The defendant alleged to have made a defamatory broadcast is a social media ‘influencer’ with around 100,000 followers; she also operates a website where patients post their reviews of plastic surgeons and dermatologists. She had undergone three operations under the care of the claimant surgeon. Subsequent to the final surgery she issued four publications, conveying the meaning that the surgeon’s treatment had fallen far below the expected standard, with the likelihood that he ‘….would severely injure or even kill his patients.’ As to his reputation; the meanings conveyed by the publications included the notion that he had ‘…exaggerated his skill set, misrepresented the results of his operations (on social media) and dishonestly purported to be a leader in the field…’

The judge found that these allegations would have a tendency to deter reasonable or prudent potential patients; and would cause other individuals ‘…in the medical profession and beyond…’ to draw adverse conclusions about the surgeon.

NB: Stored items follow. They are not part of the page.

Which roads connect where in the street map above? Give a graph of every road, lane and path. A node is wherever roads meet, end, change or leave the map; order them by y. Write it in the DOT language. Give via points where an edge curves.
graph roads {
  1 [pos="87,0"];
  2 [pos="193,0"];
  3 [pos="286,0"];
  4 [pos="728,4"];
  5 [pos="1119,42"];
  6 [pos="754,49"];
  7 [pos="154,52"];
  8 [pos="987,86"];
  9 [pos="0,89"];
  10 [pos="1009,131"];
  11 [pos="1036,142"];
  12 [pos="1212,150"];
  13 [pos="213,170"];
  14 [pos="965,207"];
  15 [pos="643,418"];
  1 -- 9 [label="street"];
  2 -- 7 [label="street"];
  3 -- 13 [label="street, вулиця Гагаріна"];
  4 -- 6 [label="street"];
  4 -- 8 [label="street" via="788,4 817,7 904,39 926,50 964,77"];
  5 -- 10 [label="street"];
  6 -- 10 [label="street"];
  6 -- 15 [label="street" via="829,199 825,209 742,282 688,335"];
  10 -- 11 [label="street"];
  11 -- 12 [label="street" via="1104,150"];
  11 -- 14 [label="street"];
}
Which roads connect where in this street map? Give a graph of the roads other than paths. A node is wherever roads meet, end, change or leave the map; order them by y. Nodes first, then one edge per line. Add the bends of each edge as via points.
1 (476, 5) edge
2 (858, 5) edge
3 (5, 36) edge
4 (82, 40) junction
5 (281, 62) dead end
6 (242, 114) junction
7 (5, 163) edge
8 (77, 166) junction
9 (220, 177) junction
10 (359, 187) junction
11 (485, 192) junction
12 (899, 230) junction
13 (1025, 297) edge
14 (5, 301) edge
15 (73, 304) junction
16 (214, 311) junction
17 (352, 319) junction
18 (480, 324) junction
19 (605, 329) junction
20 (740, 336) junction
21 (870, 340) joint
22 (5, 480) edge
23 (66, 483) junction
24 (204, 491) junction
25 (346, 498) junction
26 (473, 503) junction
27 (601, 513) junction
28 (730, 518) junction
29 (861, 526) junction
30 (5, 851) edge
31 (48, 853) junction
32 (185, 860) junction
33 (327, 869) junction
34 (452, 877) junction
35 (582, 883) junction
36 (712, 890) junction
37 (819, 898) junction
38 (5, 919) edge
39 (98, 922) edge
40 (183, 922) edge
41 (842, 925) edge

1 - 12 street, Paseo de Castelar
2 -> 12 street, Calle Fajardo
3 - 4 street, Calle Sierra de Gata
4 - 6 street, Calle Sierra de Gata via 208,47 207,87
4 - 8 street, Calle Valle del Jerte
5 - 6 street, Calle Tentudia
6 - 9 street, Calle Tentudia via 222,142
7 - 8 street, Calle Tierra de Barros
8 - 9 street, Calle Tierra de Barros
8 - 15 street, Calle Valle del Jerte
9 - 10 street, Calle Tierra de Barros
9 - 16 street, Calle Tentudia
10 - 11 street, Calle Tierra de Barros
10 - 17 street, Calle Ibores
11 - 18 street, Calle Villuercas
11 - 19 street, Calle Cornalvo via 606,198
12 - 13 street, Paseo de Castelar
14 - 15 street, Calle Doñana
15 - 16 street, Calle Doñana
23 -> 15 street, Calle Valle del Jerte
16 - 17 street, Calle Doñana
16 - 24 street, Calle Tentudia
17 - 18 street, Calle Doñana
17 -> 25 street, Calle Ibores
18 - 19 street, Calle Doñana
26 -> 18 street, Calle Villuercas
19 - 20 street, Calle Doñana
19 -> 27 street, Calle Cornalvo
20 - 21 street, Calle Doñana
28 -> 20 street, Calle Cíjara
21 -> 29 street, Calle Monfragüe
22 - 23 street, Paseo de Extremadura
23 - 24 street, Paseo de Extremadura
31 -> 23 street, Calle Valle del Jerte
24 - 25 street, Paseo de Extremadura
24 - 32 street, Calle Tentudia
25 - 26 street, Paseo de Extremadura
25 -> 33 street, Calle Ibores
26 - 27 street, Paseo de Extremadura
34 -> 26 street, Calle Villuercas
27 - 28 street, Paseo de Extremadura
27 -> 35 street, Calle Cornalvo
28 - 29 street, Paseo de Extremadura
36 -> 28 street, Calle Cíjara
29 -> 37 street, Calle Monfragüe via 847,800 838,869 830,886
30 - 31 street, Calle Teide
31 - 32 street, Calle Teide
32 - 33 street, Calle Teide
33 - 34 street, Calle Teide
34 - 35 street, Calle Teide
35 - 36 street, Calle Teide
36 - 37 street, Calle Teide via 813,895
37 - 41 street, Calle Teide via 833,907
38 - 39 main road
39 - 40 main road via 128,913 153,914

The court considered the impact of these publications upon the claimant surgeon. The judge was satisfied that they had a significant impact on his private and professional life. Understandably, they caused him ‘…hurt and distress’. The surgeon was awarded damages of £40,000, intended to reflect and signal the total falsity of the allegations made against him by the defendant.

The case should reassure clinicians that there is an effective legal remedy if and when a patient broadcasts false allegations. However, it should be noted that doctors and patients are not equally armed in this context.

It should be appreciated that criticism of clinicians of any profession may initially be imperfectly articulated; thus a vague suspicion of unsafe practice may lead to an investigation; which may itself cause health employers to contact the relevant healthcare regulator with what may be a concern that has yet to be crystallised into a tangible allegation. The GMC instructs doctors to protect patients. Since regulatory mechanisms such as are employed by the General Medical Council are ‘judicial tribunals’ an absolute privilege attaches to statements made before such a body when holding an inquiry into professional conduct. So even if a Medical Director has provided the GMC with a letter of concern about a doctor which unknowingly contains an untruthful statement, that statement cannot be regarded as defamatory. Naturally, the investigatory process would be expected ultimately to determine the truth. But the act of communicating that initial vague suspicion is protected by ‘privilege’ from being considered defamatory. This is not a consideration for the patient bent on defamation of his doctor.

Doctors who broadcast falsehoods or confidential truths about their patients on social media run an additional hazard, which again need not trouble the defamatory patient. That hazard is the General Medical Council, obviously.

Any clinician’s post about a patient on social media will be viewed with grave misgivings. Please avoid this.